If you want to look closer, you can look at "smaps" for each process in
/proc/$PID/smaps, which has info about all the memory. For one of "my"
backends I see this entry:
7f4fecf42000-7f50f7000000 rw-s 00000000 00:01 3126
/dev/zero (deleted)
Size: 4358904 kB
KernelPageSize: 4 kB
MMUPageSize: 4 kB
Rss: 1622120 kB
Pss: 323476 kB
Pss_Dirty: 323476 kB
Shared_Clean: 0 kB
Shared_Dirty: 1622120 kB
Private_Clean: 0 kB
Private_Dirty: 0 kB
Referenced: 1622120 kB
...
which is clearly shared memory (shared buffers, actually), but it adds
1.6GB to RSS.
It is a bit weird / surprising, but that's what Linux does.

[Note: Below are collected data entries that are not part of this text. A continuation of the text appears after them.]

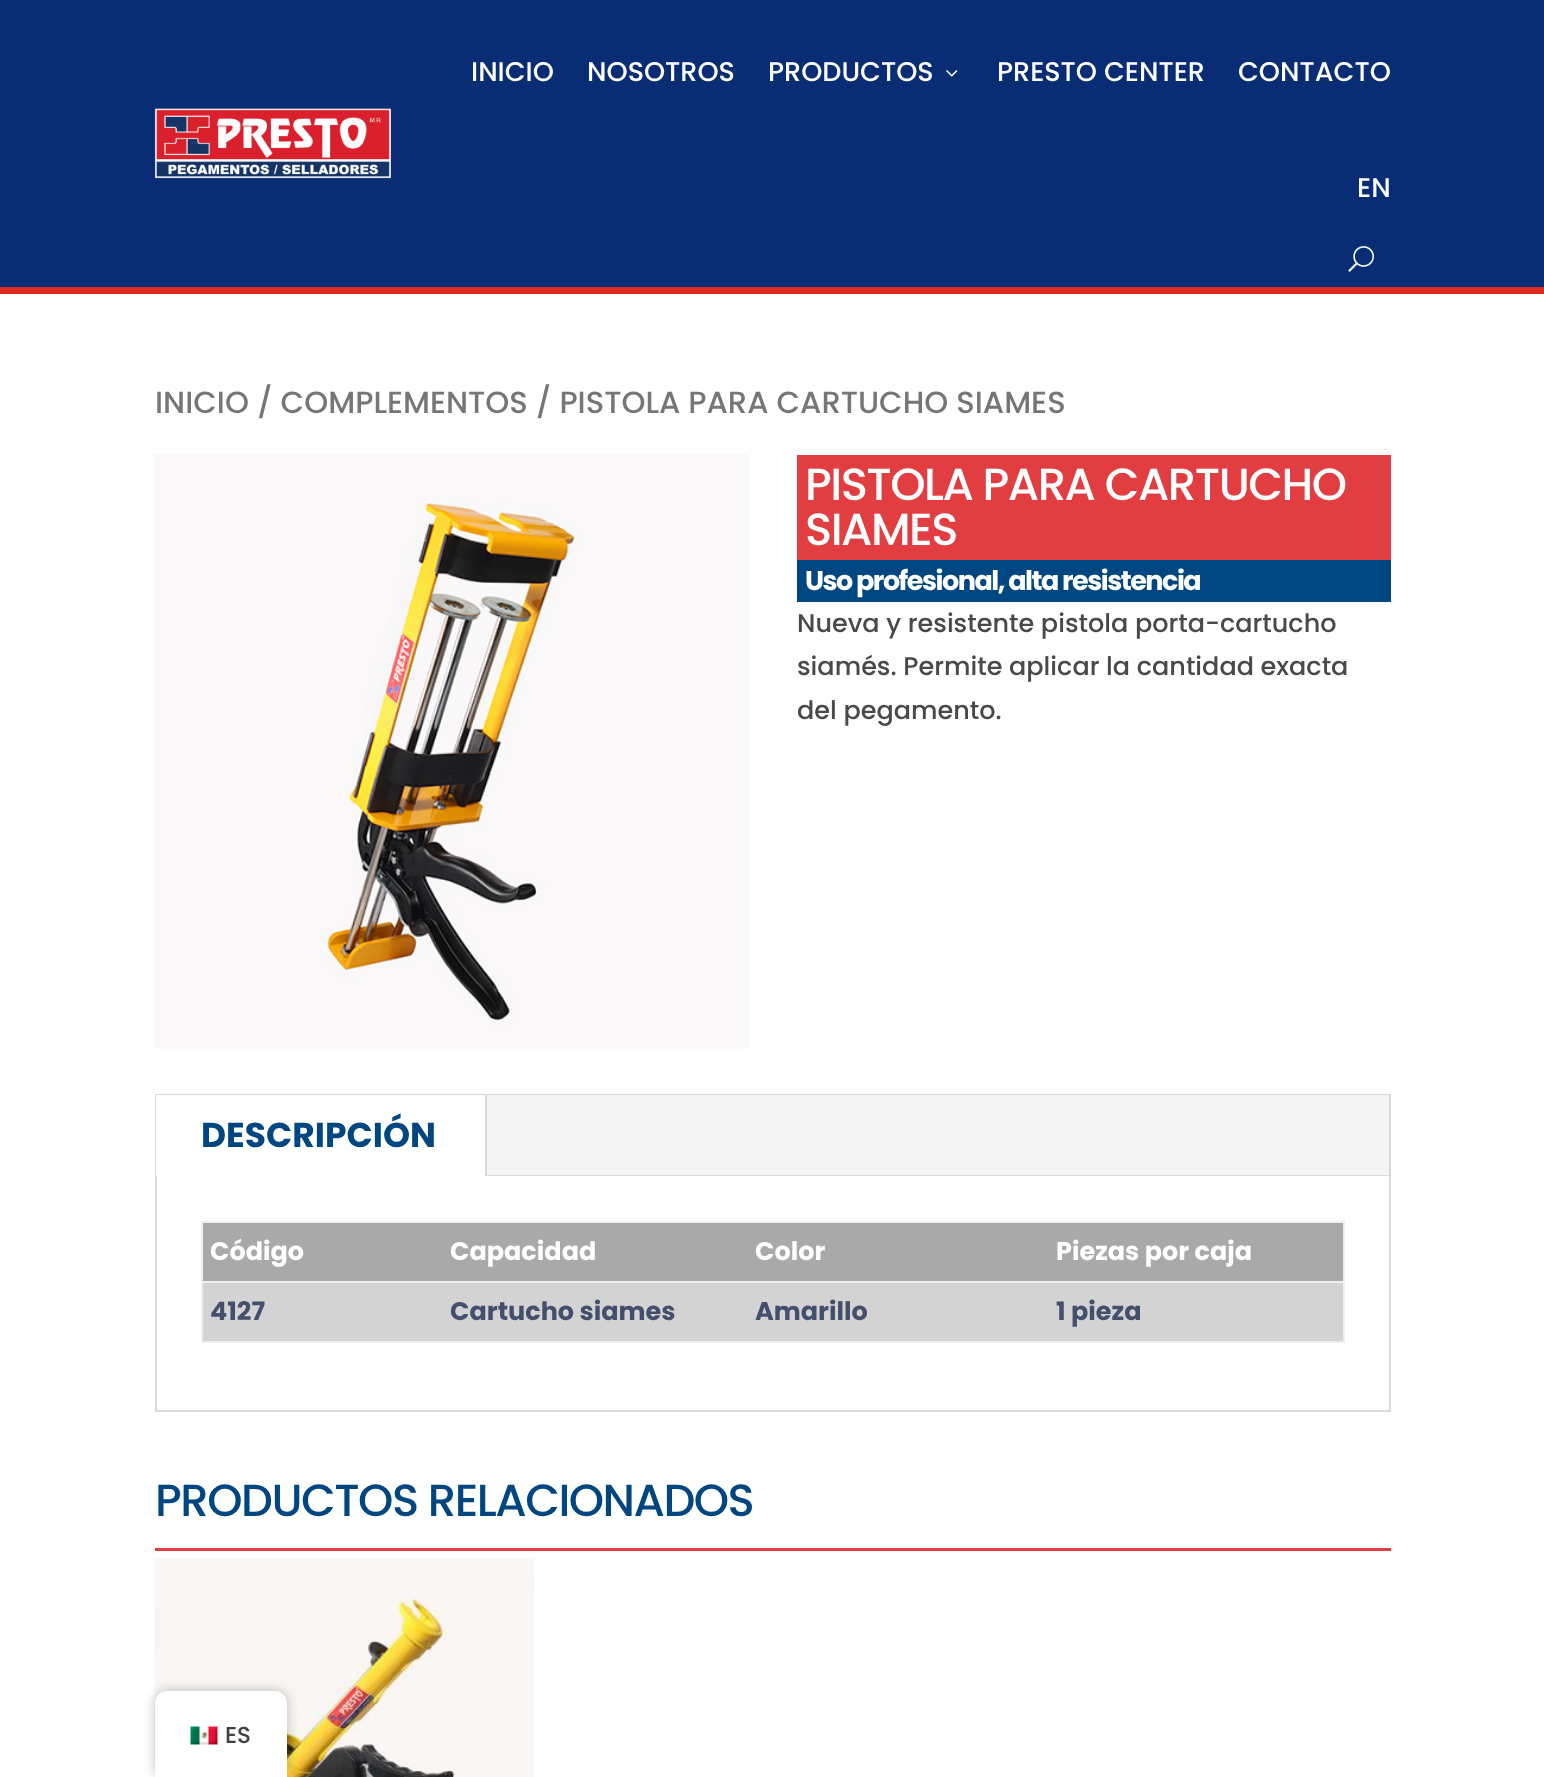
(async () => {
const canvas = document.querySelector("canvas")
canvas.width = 1544
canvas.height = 1777
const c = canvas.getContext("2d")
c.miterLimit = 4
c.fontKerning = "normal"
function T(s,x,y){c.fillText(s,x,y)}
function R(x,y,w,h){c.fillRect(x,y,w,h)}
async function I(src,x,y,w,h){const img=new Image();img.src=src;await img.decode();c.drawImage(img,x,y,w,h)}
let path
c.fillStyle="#fff"
R(0,0,1544,1777)
c.fillStyle="#082d74"
R(0,0,1544,287)
c.fillStyle="#e02b20"
R(0,287,1544,7)
await I("1.png",154,108,238,71)
c.font="500 27px Poppins"
c.fillStyle="#fff"
T("INICIO",471,81)
T("NOSOTROS",587,81)
T("PRODUCTOS",768,81)
await I("2.png",946,70,12,7)
T("PRESTO CENTER",997,81)
T("CONTACTO",1238,81)
T("EN",1357,197)
await I("3.png",1348,246,26,26)
c.font="500 30.6px Poppins"
c.fillStyle="#767676"
T("INICIO / COMPLEMENTOS / PISTOLA PARA CARTUCHO SIAMES",155,413)
await I("4.png",154,454,595,595)
c.fillStyle="#e23d40"
R(797,455,594,105)
c.letterSpacing="-1.5px"
c.font="500 45px Poppins"
c.fillStyle="#fff"
T("PISTOLA PARA CARTUCHO",805,500)
T("SIAMES",805,545)
c.fillStyle="#004681"
R(797,560,594,42)
c.font="bold 27px Poppins"
c.fillStyle="#fff"
T("Uso profesional, alta resistencia",805,590)
c.letterSpacing="0px"
c.font="500 25.5px Poppins"
c.fillStyle="#494949"
T("Nueva y resistente pistola porta-cartucho",797,632)
T("siamés. Permite aplicar la cantidad exacta",797,675)
T("del pegamento.",797,719)
c.strokeStyle="#d9d9d9"
c.lineWidth=2
c.strokeRect(156,1095,1234,316)
c.fillStyle="#f4f4f4"
R(487,1095,902,80)
c.fillStyle="#fff"
R(156,1095,329,81)
c.fillStyle="#d9d9d9"
R(485,1095,2,81)
c.font="bold 34.5px Poppins"
c.fillStyle="#004681"
T("DESCRIPCIÓN",201,1147)
c.fillStyle="#d9d9d9"
R(487,1175,902,1)
c.fillStyle="#eee"
R(201,1221,1143,2)
R(1343,1221,2,122)
R(201,1341,1143,2)
R(201,1221,2,122)
c.fillStyle="#a9a9a9"
R(203,1223,1140,58)
c.font="bold 25.5px Poppins"
c.fillStyle="#fff"
T("Código",210,1260)
T("Capacidad",450,1260)
T("Color",755,1260)
T("Piezas por caja",1056,1260)
c.fillStyle="#d3d3d3"
R(203,1283,1140,58)
c.fillStyle="#434f6d"
T("4127",210,1320)
T("Cartucho siames",450,1320)
T("Amarillo",755,1320)
c.fillStyle="#eee"
R(201,1281,1143,2)
c.fillStyle="#434f6d"
T("1 pieza",1056,1320)
c.fillStyle="#e23d40"
R(155,1548,1236,3)
c.letterSpacing="-1.5px"
c.font="500 45px Poppins"
c.fillStyle="#004681"
T("PRODUCTOS RELACIONADOS",155,1516)
await I("5.png",154,1558,380,219)
c.fillStyle="#00000040"
c.filter="blur(6px)"
c.beginPath()
c.roundRect(155,1691,132,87,12)
c.fill()
c.filter="none"
c.fillStyle="#fff"
path = new Path2D("M167 1691h108c6.5 0 12 5.5 12 12v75h-132v-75c0-6.5 5.5-12 12-12z")
c.fill(path)
await I("6.png",190,1726,28,19)
c.letterSpacing="0px"
c.font="500 23px Poppins"
c.fillStyle="#404040"
T("ES",225,1743)
})()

Anyway, I agree shared buffers 70GB is way too high - I'd reduce that to
maybe 8GB and only increase that if cache hit ratio is below 0.95 or so.
Chances are this alone will fix the OOM.
If not, try reducing work_mem. If you're doing OLTP queries, those
likely don't need wm=300MB (why did you set this value?). For OLAP
queries 300MB might make sense, but then maybe you shouldn't have 300 of
them.
If this doesn't help, you need to investigate if there's one query using
too much memory, or if it's simply a the total memory usage. You can
either monitor the system, but the OOM killer should have also logged
stas about the killed process (how much memory it used etc.).
Also, check the memory overcommit setting.
regards
--
Tomas Vondra